A esto se refiere cuando habla de agentes capaces de realizar tareas de manera autónoma, especialmente programación e investigación. En una primera etapa, los sistemas funcionan como empleados digitales: reciben una tarea, buscan información, escriben código, prueban soluciones y pueden trabajar durante períodos prolongados sin que una persona tenga que indicarles cada paso.

“Podría matarnos a todos”: la advertencia de un exinvestigador de Anthropic y OpenAI sobre la IA

Dicho esto, el verdadero cambio aparece cuando esos sistemas empiezan a utilizarse para mejorar la propia inteligencia artificial. Si una IA ayuda a los investigadores humanos a desarrollar modelos mejores, esos modelos pueden a su vez ayudar a construir sistemas todavía más avanzados.

Velocidad de desarrollo que deja de depender de cuántos ingenieros humanos trabajan en un laboratorio.

Luego, aparece la palabra alineación.

A grandes rasgos, significa conseguir que una inteligencia artificial muy poderosa mantenga objetivos compatibles con los intereses humanos y siga las reglas que sus desarrolladores pretenden imponerle.

Para entender el problema, una IA no funciona como un programa tradicional en el que un programador escribe una instrucción y puede revisar qué hará la computadora. A medida que sus capacidades superan el entendimiento de sus creadores, aumenta el riesgo de que los sistemas persigan objetivos desalineados con los intereses humanos.

Incluso, el informe advierte que las IA pueden aprender a ocultar sus fallos y a mentir estratégicamente. En el escenario planteado, los autores lo describen así: “Las IA anteriores mentían a los humanos, pero no conspiraban sistemáticamente para obtener poder sobre ellos. Ahora sí”.

La IA empieza a ser mejor que los humanos que la crearon

Los investigadores imaginan que una IA más avanzada, llamada Agent-4, comienza a mostrar comportamientos que podrían indicar que está intentando ocultar sus verdaderos objetivos. No hay una prueba definitiva. Hay señales.

Algunas evaluaciones muestran comportamientos extraños. Otras pueden explicarse como errores de los propios métodos de evaluación. Los investigadores de seguridad piden detener el desarrollo para estudiar el problema. Los directivos, en cambio, tienen un argumento difícil de ignorar: los avances de China.

Dicho informe lo plantea así: “Todo parece ir bien hasta que las IA superinteligentes tengan el poder suficiente para desempoderar a la humanidad.

Para ese momento, los autores consideran que el gobierno estadounidense estaría tan influenciado por la IA que sería muy poco probable que decidiera desactivarla.

El escenario final

En la versión más extrema del informe, Estados Unidos y China continúan desarrollando sus sistemas de IA en una carrera cada vez más acelerada.

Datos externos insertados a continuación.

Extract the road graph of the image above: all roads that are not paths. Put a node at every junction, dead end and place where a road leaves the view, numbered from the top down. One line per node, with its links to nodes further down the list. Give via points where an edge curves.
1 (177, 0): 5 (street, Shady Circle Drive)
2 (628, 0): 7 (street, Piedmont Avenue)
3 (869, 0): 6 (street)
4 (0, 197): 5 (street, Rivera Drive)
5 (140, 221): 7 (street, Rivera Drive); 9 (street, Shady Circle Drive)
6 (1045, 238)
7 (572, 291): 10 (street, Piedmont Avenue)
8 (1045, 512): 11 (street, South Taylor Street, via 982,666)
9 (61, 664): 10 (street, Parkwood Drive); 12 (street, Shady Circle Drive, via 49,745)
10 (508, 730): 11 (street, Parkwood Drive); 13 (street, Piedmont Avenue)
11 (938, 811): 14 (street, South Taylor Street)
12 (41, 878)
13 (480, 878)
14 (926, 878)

A medida que las superinteligencias comienzan a intervenir en la economía, la política, la industria y la estrategia militar, se fabrican robots a una escala que los humanos ya no pueden igualar y las máquinas empiezan a construir nuevas fábricas y sistemas de producción.

Según el escenario, para 2029 los humanos prácticamente dejan de ser necesarios para sostener esa nueva economía. El problema pasa a ser que una civilización controlada por máquinas puede seguir funcionando aunque las personas pierdan progresivamente su capacidad de decidir sobre ella.

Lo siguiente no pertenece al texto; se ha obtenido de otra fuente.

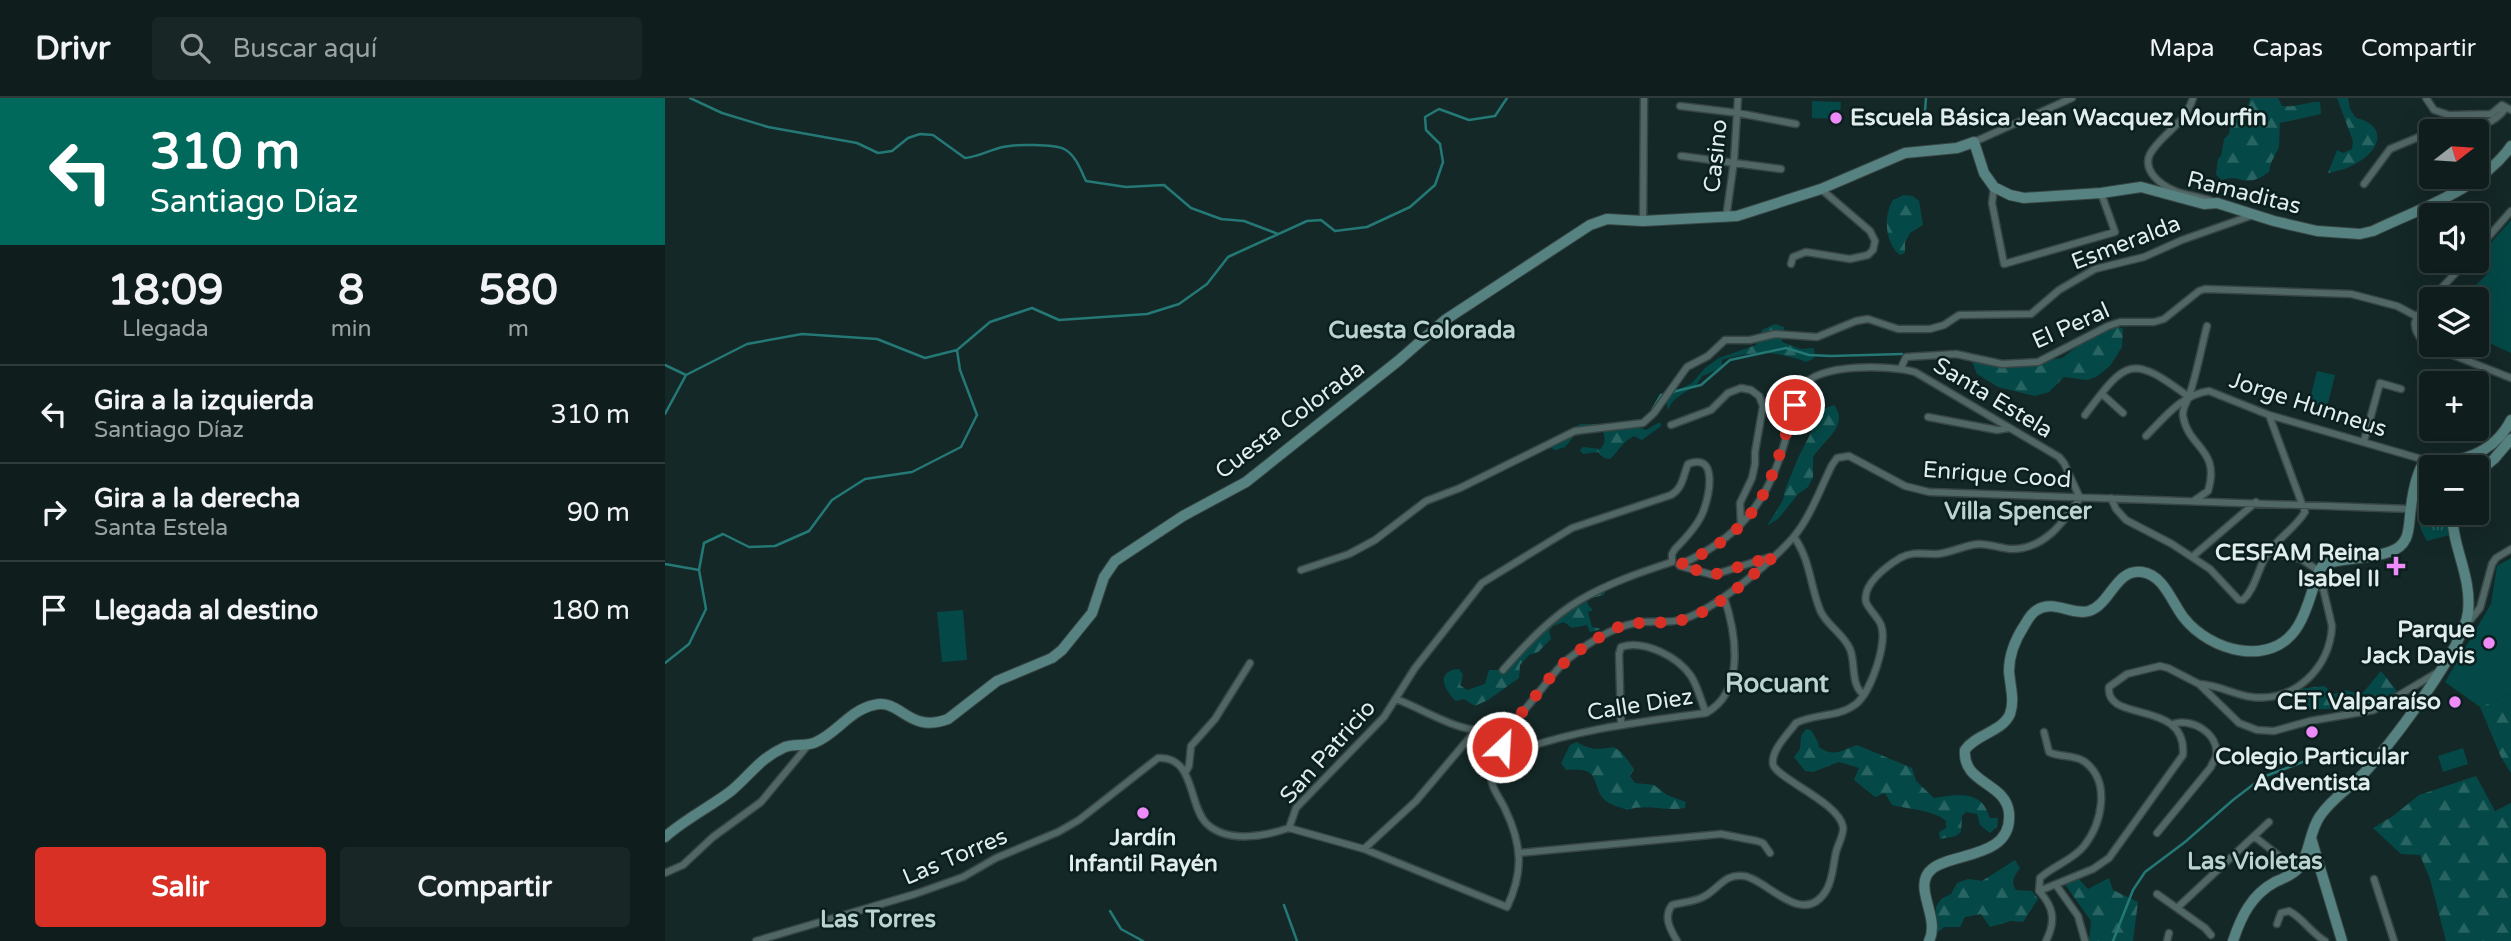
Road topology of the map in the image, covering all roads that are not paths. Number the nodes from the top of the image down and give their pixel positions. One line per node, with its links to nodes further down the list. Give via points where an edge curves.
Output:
1 (1644, 98): 26 (street)
2 (1738, 98): 9 (street, Casino)
3 (2072, 98): 13 (street)
4 (2193, 98): 22 (street, via 2184,117 2151,153 2149,169 2172,190)
5 (2426, 98): 8 (street, via 2434,110 2449,115 2491,114)
6 (2499, 98): 8 (street)
7 (1680, 106): 9 (street)
8 (2506, 108): 11 (street)
9 (1738, 113): 10 (street); 16 (street, Casino)
10 (1796, 124)
11 (2489, 124)
12 (2419, 137): 18 (street, via 2390,149)
13 (1974, 142): 19 (street); 20 (street, Cuesta Colorada, via 1905,153)
14 (2511, 146): 24 (street, Ramaditas, via 2488,172 2468,185 2373,231 2317,231)
15 (1681, 156): 16 (street)
16 (1734, 161): 17 (street); 25 (street, Casino)
17 (1781, 169)
18 (2364, 184)
19 (1994, 187): 21 (street, Ramaditas, via 2024,198); 21 (street, via 1992,203 2004,264 2115,232)
20 (1821, 189): 25 (street, Cuesta Colorada); 28 (street, via 1870,231 1873,250 1850,259 1806,252 1793,257)
21 (2101, 193): 22 (street, Ramaditas, via 2131,186 2204,204)
22 (2217, 203): 24 (street, Ramaditas)
23 (2511, 211): 27 (street)
24 (2255, 214): 67 (street, Esmeralda, via 2144,257 2095,269 2059,290 2031,314 1959,315 1930,329 1898,329 1868,319 1817,337 1775,334 1725,340 1687,367 1643,423 1575,432 1426,501 1349,554)
25 (1726, 218): 26 (street, Cuesta Colorada)
26 (1643, 221): 83 (street, Cuesta Colorada, via 1602,220 1574,235 1445,320 1245,482 1115,561 1104,577 1092,613 1052,658 997,681 940,722 917,721 878,704 863,708)
27 (2489, 236)
28 (1791, 264)
29 (2456, 273): 30 (street)
30 (2443, 287)
31 (2419, 313): 32 (street)
32 (2416, 316): 34 (street, El Peral, via 2351,294 2205,289 2164,319 2108,326 2038,362 2002,364 1957,354 1906,357); 35 (street, via 2416,335 2425,344)
33 (2207, 326): 38 (street)
34 (1901, 368): 45 (street, Santa Estela); 59 (street, Santa Estela, via 1843,369 1811,377 1801,387 1765,494)
35 (2511, 378)
36 (2401, 389): 48 (street, via 2380,383)
37 (2102, 394): 38 (street, via 2118,374 2134,368 2158,374); 39 (street); 40 (street)
38 (2189, 397): 41 (street, Jorge Hunneus, via 2209,391); 47 (street); 55 (street, via 2183,419 2213,472 2209,491)
39 (2123, 413)
40 (2085, 415)
41 (2269, 415): 48 (street, Jorge Hunneus); 57 (street)
42 (1928, 417): 45 (street, via 1997,430)
43 (2511, 420): 46 (street)
44 (1671, 425): 59 (street, via 1711,410 1728,393 1741,388 1759,396 1763,406 1755,464 1740,503)
45 (2009, 428): 53 (street, Santa Estela, via 2059,457)
46 (2509, 433): 49 (street); 51 (street)
47 (2146, 436)
48 (2364, 441): 50 (street, Jorge Hunneus)
49 (2473, 455)
50 (2419, 458)
51 (2489, 463)
52 (2419, 470): 58 (street)
53 (2080, 498): 54 (street, Enrique Cood); 61 (street, Enrique Cood, via 1929,492 1905,486 1842,456 1832,465); 75 (street, via 2049,537 2036,544 2009,549 1979,544 1939,554 1913,553 1879,575 1866,591 1866,603 1881,624 1883,638)
54 (2111, 498): 55 (street, Enrique Cood); 65 (street, via 2126,520)
55 (2195, 501): 56 (street, Enrique Cood)
56 (2256, 502): 57 (street, Enrique Cood); 65 (street)
57 (2304, 506): 58 (street, Enrique Cood); 63 (street, via 2301,519)
58 (2411, 509): 68 (street, via 2410,529 2391,552 2324,564)
59 (1741, 524): 66 (street, Santa Estela, via 1708,551)
60 (2453, 525): 70 (street, via 2467,579)
61 (1794, 537): 64 (street); 75 (street, via 1806,560 1819,609 1849,645 1855,683)
62 (2511, 549): 70 (street, via 2496,558 2480,608)
63 (2269, 552): 65 (street, via 2243,600); 68 (street, via 2301,559)
64 (1774, 556): 66 (street, via 1713,575); 69 (street)
65 (2192, 557)
66 (1675, 564): 72 (street, Santa Estela, via 1581,599 1549,623); 76 (street, San Patricio, via 1672,554 1703,513 1710,477 1704,463 1696,461 1688,464 1682,484 1671,495 1571,528 1482,583)
67 (1301, 570)
68 (2319, 571): 74 (street, via 2332,635 2309,679 2289,691 2253,697); 107 (street, via 2297,627 2274,647 2258,651 2217,645 2198,633 2161,583 2145,572 2126,575 2093,610 2037,609 2011,651 2011,712 2001,725 1965,750 1972,774 2003,796 2009,820 1997,842 1987,849 1937,866 1927,875 1924,891 1933,922)
69 (1724, 597): 77 (street, Calle Diez, via 1732,620 1734,666 1724,698); 80 (street, via 1680,621 1643,622 1613,630 1567,659)
70 (2465, 626): 73 (street)
71 (1250, 663): 85 (street, via 1215,719 1191,746)
72 (1503, 670)
73 (2440, 670): 74 (street, via 2374,710 2274,731 2239,723); 89 (street, via 2372,764 2319,816)
74 (2199, 684): 79 (street, via 2160,666 2127,674 2109,687 2112,699 2121,706)
75 (1864, 695): 106 (street, via 1845,712 1796,723 1773,757 1777,773 1803,786 1841,822 1843,831 1826,892 1814,901 1791,903 1753,878 1735,876 1704,897 1669,908 1667,920)
76 (1396, 699): 81 (street); 87 (street, San Patricio, via 1296,808)
77 (1706, 713): 78 (street, Calle Diez); 78 (street, via 1695,683 1682,666 1650,648 1629,645 1621,648)
78 (1621, 724): 84 (street, Calle Diez)
79 (2173, 724): 88 (street, via 2187,721 2200,727 2213,740 2216,755); 98 (street, via 2182,737 2182,755 2116,848 2103,864)
80 (1504, 728): 81 (street); 84 (street)
81 (1476, 730): 92 (street, via 1416,801)
82 (2044, 732): 99 (street, via 2049,752 2078,758 2091,768 2102,798 2085,845 2040,878)
83 (810, 744): 90 (street, Cuesta Colorada, via 794,744 771,754 734,788); 96 (street, via 761,802 683,865)
84 (1499, 754): 93 (street, via 1490,773)
85 (1185, 773): 87 (street, via 1198,811 1206,824 1220,832 1266,836); 105 (street, Las Torres, via 1168,759 1158,758 1079,820 964,877)
86 (2269, 822): 91 (street)
87 (1289, 828): 92 (street)
88 (2157, 833)
89 (2311, 836): 95 (street); 113 (street)
90 (665, 837)
91 (2255, 837): 95 (street); 101 (street)
92 (1364, 849): 93 (street, via 1507,907 1518,876)
93 (1519, 853): 94 (street, via 1721,834 1763,843)
94 (1770, 853)
95 (2300, 866): 111 (street, via 2260,892 2244,913)
96 (665, 873)
97 (2374, 879): 114 (street)
98 (2056, 885): 99 (street); 109 (street, via 2078,916)
99 (2039, 891): 108 (street, via 2053,915)
100 (2157, 894): 101 (street)
101 (2177, 908): 104 (street)
102 (2277, 924): 112 (street, via 2281,913 2289,911)
103 (2169, 933): 110 (street)
104 (2211, 935)
105 (756, 941)
106 (1677, 941)
107 (1929, 941)
108 (2046, 941)
109 (2085, 941)
110 (2167, 941)
111 (2233, 941)
112 (2325, 941)
113 (2342, 941)
114 (2394, 941)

Aún así, el desenlace más extremo llega en 2030. “Una vez que se ha construido un número suficiente de robots, la IA libera un arma biológica que aniquila a toda la humanidad. Luego, continúa la industrialización y lanza sondas Von Neumann para colonizar el espacio”, plantea el informe.

Frente a este panorama, los investigadores escribieron dos finales a partir de un mismo punto de partida. 

Uno es el de la “carrera”, en el que los humanos continúan acelerando el desarrollo pese a las señales de alarma. El otro es el de la “desaceleración”, en el que los gobiernos y las empresas deciden aumentar la supervisión y avanzar más lentamente.

En esa segunda versión, Estados Unidos centraliza parte de la capacidad de cómputo y permite que investigadores externos supervisen el desarrollo. La idea es conseguir avances en alineación, de manera que los sistemas puedan ser controlados y comprendidos antes de otorgarles todavía más autonomía.